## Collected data
:::::

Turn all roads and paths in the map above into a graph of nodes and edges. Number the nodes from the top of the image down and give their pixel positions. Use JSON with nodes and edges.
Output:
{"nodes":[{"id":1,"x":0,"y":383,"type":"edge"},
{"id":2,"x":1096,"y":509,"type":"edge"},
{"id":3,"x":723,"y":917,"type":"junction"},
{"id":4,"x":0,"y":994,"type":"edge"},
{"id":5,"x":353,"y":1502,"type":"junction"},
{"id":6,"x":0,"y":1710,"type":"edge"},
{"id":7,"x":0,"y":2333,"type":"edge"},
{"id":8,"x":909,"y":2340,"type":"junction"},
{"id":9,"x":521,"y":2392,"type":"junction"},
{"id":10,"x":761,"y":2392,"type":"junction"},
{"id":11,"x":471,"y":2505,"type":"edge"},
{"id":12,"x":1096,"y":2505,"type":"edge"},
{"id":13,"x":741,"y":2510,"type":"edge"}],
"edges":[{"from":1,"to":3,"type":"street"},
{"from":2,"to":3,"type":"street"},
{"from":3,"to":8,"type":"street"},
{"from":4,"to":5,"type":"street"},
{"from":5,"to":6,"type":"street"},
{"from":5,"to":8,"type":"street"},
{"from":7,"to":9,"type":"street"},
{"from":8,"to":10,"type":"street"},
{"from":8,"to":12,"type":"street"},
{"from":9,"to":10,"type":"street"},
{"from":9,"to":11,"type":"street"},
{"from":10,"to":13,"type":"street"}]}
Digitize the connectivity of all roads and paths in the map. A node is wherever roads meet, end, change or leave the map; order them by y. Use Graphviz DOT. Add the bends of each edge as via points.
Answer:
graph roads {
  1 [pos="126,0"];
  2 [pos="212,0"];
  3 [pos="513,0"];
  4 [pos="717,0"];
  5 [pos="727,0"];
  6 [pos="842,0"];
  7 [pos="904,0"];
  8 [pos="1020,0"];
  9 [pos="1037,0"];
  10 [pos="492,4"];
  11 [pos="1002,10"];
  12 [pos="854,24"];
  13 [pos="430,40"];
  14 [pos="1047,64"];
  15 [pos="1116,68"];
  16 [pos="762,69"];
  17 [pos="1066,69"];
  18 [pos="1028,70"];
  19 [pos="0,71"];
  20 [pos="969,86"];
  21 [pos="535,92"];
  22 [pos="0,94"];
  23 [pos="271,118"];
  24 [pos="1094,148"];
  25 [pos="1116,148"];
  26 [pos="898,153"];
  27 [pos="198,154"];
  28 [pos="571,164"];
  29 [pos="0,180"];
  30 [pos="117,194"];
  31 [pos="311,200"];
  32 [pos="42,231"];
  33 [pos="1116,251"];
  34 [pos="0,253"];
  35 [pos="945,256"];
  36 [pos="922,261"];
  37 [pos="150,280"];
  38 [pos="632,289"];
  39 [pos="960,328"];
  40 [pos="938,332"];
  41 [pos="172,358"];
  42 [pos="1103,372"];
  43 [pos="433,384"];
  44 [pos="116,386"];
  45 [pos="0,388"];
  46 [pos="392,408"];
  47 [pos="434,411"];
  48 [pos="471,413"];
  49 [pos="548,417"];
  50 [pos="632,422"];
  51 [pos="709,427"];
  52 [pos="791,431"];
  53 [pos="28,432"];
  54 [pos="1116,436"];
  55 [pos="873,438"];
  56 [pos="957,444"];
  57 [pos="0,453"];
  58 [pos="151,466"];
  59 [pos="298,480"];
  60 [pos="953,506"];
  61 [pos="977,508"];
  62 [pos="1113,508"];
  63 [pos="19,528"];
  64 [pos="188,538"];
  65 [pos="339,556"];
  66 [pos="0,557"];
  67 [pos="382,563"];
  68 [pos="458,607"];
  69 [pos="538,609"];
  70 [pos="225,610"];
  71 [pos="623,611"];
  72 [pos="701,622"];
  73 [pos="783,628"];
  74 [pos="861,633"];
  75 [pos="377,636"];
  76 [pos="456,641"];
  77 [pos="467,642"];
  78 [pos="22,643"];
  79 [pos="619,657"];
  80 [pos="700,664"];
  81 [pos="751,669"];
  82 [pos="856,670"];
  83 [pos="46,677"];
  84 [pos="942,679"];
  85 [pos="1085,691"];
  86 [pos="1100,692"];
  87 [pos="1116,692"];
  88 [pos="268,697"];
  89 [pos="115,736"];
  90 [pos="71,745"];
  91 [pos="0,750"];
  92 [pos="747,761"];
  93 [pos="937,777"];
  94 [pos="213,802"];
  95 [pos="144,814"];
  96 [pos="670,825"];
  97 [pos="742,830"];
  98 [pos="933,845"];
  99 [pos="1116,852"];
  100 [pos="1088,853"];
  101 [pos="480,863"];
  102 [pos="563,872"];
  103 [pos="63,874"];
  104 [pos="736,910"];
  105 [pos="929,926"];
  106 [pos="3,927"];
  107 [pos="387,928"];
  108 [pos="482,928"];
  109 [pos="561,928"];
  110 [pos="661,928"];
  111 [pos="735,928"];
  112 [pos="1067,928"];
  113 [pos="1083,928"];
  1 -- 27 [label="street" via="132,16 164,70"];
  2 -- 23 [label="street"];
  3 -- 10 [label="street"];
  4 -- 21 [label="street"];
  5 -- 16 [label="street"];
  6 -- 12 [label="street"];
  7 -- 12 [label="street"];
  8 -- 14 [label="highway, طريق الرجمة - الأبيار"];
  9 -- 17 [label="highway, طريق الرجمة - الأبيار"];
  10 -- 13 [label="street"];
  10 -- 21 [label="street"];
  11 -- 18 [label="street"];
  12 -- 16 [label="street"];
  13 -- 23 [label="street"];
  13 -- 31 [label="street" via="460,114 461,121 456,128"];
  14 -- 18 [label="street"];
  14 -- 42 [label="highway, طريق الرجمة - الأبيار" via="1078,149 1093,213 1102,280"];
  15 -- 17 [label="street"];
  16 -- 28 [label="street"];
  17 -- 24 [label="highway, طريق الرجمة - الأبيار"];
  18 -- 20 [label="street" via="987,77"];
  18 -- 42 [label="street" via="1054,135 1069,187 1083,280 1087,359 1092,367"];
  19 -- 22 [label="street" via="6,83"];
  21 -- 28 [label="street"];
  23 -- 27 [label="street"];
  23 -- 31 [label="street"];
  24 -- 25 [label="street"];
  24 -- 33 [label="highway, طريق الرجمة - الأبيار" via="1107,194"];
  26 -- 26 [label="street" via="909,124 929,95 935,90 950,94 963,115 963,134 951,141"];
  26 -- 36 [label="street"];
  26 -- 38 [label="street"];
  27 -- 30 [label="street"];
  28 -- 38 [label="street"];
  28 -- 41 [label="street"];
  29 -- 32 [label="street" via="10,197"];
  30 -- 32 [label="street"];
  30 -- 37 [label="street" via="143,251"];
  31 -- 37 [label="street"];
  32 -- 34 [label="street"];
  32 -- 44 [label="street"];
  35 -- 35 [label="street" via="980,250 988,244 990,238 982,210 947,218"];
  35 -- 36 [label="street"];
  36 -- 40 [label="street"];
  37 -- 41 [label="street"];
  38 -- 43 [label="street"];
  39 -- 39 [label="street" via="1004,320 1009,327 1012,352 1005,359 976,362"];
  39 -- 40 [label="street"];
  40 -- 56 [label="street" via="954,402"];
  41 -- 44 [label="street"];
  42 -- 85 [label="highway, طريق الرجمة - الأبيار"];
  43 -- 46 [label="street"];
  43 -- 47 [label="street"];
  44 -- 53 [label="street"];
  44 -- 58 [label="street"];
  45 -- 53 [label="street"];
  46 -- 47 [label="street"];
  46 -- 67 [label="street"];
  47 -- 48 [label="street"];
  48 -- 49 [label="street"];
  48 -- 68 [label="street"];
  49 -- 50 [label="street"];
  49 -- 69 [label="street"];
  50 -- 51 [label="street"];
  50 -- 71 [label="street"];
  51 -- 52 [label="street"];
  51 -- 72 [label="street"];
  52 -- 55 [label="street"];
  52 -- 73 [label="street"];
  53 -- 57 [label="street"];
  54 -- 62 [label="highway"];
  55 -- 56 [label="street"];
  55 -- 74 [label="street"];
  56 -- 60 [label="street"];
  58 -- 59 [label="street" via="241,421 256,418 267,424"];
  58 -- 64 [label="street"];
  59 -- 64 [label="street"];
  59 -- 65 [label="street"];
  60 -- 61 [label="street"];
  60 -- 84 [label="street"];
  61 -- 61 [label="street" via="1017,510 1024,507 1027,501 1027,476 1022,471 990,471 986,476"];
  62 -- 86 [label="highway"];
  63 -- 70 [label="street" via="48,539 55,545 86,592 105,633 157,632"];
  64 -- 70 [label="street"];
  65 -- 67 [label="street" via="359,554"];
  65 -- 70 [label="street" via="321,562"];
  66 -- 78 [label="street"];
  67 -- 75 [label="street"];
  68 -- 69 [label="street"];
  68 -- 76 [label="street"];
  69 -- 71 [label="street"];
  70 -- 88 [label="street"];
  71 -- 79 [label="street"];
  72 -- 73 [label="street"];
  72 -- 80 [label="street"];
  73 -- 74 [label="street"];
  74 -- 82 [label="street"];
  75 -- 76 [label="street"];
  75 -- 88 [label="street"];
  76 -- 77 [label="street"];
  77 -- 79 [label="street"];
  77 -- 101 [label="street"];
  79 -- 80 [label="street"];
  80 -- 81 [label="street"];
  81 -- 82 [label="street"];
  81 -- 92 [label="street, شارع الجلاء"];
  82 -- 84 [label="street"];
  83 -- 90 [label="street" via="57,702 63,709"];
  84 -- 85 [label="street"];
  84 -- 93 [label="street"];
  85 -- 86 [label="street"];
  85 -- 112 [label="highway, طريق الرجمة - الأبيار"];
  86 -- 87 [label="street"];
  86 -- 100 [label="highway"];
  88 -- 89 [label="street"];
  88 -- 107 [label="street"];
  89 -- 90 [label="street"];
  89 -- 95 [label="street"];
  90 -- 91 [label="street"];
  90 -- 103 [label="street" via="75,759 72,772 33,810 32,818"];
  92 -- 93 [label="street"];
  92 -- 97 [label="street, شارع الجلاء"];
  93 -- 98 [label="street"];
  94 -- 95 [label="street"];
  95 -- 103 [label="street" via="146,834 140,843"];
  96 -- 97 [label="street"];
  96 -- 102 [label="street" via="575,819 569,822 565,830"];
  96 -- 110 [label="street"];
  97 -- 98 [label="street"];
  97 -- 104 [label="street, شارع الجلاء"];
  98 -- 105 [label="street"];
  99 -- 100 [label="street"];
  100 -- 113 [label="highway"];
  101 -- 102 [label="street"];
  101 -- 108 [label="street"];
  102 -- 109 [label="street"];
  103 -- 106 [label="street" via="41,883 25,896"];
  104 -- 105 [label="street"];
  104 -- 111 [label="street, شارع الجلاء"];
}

:::::

Which lines of the records contain the word "roads"? Copy each of them.

## Exercise output
Turn all roads and paths in the map above into a graph of nodes and edges. Number the nodes from the top of the image down and give their pixel positions. Use JSON with nodes and edges.
Digitize the connectivity of all roads and paths in the map. A node is wherever roads meet, end, change or leave the map; order them by y. Use Graphviz DOT. Add the bends of each edge as via points.
graph roads {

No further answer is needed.